You Know You're In Austin If...
Your co-worker tells you he/she has 8 body piercings, but none are visible.
You make around $100,000/year and still can't afford a house.
You never bother looking at the Capital Metro schedule because you know the drivers have never seen it.
You've been to more than one baby shower that has two mothers and a sperm donor.
You have a very strong opinion about where your coffee beans are grown and can taste the difference between Sumatran and Ethiopian.
A really great parking space can move you to tears.
You know that anyone wearing pants in November is just visiting from Ohio.
Your child's 3rd grade teacher has two pierced ears, a nose ring and, after your child tells you all of that, you still need to ask if the teacher is "Mr. Sunshine" or "Ms. Sunshine."
You are thinking of taking an continuing education evening class but you can't decide between yoga, aroma therapy, conversational Mandarin or a course on building your own web site.
A man walks down Guadalupe (the drag) in full leather regalia and crotchless chaps ...You don't notice.
You think any guy with a George Clooney haircut must be visiting from the midwest.
You know that any woman with a George Clooney haircut is a local.
You keep a list of companies to boycott in your wallet.
Your hairdresser is straight, your plumber is gay, the woman who delivers your mail is straight and your Mary Kay Lady is a guy in drag.
You occasionally see a guy on a unicycle whiz by you in traffic and you think to yourself, "Oh yeah, it's that guy again..."
You start to worry when you don't see the cross-dressing, bearded guy in-a-tutu-and-bikini top-who-has-made-a-statement-with-his-grocery cart-an-cardboard-box-art/shelter on your way to work in the morning.
You make dinner plans around who's got the best margaritas.
You have a tough time deciding on one of Austin's six 24-hour eating options (IHOP, Denny's, Katz', Kerbey, Stars, or Magnolia Cafe).
You complain about their prices but still shop at Central Market for the scene.
You know the exact locations of three towing yards.
Your summer shoes are your Birks and your winter shoes are your Birks w/socks.
Your entire wardrobe consists of: a black tank top, a GAP white T-shirt, second-hand Levi's, second-hand cut-off Levi's, overalls, Longhorns sweats, anything polyester from the 70's, a bikini, Tevas, Birkenstocks, and running shoes.
Dressing up to go out for a woman means throwing a tank top on over the sports bra you've had on all day b/c it's so DAMN HOT.
You often find yourself wondering why magazine editors insist that swimsuit season starts on Memorial Day when it's really the end of February or at the latest, the beginning of March.
You consider chips, salsa, Kerby Queso, and a Shiner Bock a well balanced meal.
You find yourself making beaded necklaces to give away as Christmas gifts.
100 degrees for three straight months isn't unreasonable, 110 degrees is and 90 degrees anywhere between May and September seems a little chilly.

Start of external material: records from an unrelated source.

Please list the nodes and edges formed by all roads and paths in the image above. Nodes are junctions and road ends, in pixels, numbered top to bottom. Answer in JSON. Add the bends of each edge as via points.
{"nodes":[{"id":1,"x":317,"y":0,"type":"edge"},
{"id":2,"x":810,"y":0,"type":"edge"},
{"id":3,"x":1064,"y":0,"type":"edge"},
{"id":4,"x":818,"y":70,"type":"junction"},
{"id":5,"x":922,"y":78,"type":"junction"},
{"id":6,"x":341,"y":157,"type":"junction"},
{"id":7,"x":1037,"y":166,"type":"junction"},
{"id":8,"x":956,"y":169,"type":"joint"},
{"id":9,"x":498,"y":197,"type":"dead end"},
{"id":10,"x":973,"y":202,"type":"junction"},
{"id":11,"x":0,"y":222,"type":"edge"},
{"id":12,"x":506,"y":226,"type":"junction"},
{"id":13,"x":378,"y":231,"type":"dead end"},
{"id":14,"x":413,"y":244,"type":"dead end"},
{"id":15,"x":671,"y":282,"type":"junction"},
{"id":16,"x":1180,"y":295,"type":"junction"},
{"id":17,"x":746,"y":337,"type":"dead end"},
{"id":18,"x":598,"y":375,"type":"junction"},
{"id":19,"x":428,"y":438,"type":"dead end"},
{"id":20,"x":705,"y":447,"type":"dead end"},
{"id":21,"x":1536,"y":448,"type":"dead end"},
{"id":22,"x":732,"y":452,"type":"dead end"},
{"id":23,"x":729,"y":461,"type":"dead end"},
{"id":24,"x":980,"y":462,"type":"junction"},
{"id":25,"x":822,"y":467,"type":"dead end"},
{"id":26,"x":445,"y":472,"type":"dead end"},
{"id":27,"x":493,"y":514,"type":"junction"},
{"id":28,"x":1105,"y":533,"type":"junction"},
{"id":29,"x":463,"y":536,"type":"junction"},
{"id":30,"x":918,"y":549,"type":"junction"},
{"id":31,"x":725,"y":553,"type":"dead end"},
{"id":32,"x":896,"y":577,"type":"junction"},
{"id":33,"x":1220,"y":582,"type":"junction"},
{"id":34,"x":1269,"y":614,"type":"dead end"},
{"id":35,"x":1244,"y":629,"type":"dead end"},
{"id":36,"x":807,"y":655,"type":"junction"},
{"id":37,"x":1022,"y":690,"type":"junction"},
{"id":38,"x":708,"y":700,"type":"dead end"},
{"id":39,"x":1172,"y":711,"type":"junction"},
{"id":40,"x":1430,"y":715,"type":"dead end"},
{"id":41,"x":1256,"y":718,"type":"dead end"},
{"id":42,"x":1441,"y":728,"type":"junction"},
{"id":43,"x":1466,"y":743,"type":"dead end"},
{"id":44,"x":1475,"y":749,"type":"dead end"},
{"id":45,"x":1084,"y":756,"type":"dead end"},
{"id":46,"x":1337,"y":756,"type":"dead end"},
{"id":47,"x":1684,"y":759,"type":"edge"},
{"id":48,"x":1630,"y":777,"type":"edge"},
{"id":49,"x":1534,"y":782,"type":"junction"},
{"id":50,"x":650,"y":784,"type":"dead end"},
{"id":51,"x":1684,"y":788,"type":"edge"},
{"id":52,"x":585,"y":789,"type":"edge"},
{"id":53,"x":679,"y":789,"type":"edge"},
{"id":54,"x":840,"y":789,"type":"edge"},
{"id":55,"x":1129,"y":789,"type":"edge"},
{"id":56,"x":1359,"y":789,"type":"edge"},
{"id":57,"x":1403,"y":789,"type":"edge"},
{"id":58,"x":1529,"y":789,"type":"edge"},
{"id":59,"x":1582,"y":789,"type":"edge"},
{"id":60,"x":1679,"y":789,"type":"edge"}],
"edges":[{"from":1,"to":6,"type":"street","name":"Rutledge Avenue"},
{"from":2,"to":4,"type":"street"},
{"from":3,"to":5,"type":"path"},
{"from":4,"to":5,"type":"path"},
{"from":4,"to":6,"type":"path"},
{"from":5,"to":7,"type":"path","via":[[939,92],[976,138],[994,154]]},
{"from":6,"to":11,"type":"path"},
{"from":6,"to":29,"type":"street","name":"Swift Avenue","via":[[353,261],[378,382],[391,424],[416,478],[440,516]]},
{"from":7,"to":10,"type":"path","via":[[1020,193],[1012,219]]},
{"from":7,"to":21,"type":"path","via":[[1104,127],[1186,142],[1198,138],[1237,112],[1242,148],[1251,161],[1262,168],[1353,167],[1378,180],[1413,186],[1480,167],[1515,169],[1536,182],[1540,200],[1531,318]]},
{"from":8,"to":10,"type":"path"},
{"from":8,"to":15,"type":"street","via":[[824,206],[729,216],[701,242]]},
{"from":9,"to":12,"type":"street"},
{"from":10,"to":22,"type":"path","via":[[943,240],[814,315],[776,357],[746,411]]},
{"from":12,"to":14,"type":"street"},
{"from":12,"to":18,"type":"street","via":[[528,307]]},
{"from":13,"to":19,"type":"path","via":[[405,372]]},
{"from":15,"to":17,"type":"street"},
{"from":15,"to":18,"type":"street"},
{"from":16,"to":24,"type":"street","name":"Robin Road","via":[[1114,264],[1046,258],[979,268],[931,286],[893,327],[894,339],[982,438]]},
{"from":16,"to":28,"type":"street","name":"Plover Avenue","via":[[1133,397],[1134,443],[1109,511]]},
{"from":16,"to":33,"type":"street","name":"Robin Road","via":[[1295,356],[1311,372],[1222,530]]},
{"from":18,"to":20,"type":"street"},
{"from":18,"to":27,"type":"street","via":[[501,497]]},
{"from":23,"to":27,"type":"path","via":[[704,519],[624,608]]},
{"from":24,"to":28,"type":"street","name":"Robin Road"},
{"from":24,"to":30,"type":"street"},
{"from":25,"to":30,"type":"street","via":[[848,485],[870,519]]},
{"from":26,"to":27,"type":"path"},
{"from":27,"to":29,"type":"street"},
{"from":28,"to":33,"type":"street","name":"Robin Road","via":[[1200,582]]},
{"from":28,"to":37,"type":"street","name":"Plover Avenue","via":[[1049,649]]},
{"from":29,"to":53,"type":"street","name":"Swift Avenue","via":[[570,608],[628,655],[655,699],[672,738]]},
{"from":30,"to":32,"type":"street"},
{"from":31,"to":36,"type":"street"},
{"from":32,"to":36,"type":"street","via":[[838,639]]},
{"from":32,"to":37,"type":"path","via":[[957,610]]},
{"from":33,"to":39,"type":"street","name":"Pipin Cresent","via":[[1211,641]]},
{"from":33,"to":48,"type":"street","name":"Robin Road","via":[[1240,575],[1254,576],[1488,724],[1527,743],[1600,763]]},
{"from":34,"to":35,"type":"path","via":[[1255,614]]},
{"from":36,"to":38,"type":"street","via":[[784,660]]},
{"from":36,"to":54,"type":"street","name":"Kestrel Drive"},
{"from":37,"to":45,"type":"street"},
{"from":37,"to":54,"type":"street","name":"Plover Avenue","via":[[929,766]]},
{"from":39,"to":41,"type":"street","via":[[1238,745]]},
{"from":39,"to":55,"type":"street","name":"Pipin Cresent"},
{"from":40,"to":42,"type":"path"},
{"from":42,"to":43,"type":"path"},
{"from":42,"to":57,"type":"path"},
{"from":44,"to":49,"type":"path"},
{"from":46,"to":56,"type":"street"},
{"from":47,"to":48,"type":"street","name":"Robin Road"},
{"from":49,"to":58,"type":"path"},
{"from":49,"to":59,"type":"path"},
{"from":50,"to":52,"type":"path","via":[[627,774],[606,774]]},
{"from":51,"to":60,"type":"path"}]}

When you go out, you make sure you've grabbed your water bottle before checking to see if you've got your wallet and keys.
You don't mind parking a mile away as long as it's in the shade.
You'd rather ride your bike than get in a car without air conditioning. At least on your bike, you're guaranteed a breeze regardless of traffic.
You see more Texas flags flying than American flags.
Cubicles are no longer referred to as "work spaces" but "way out funky left brain meditation depositories."
The food at the company holiday party is all vegan, organic, soy free, wheat free, dairy free... Most Austinites are either "allergic" or "political" when it comes to food.
That noontime odor in the breakroom reminds you of your trip to Caracas, but its only somebody's lunch.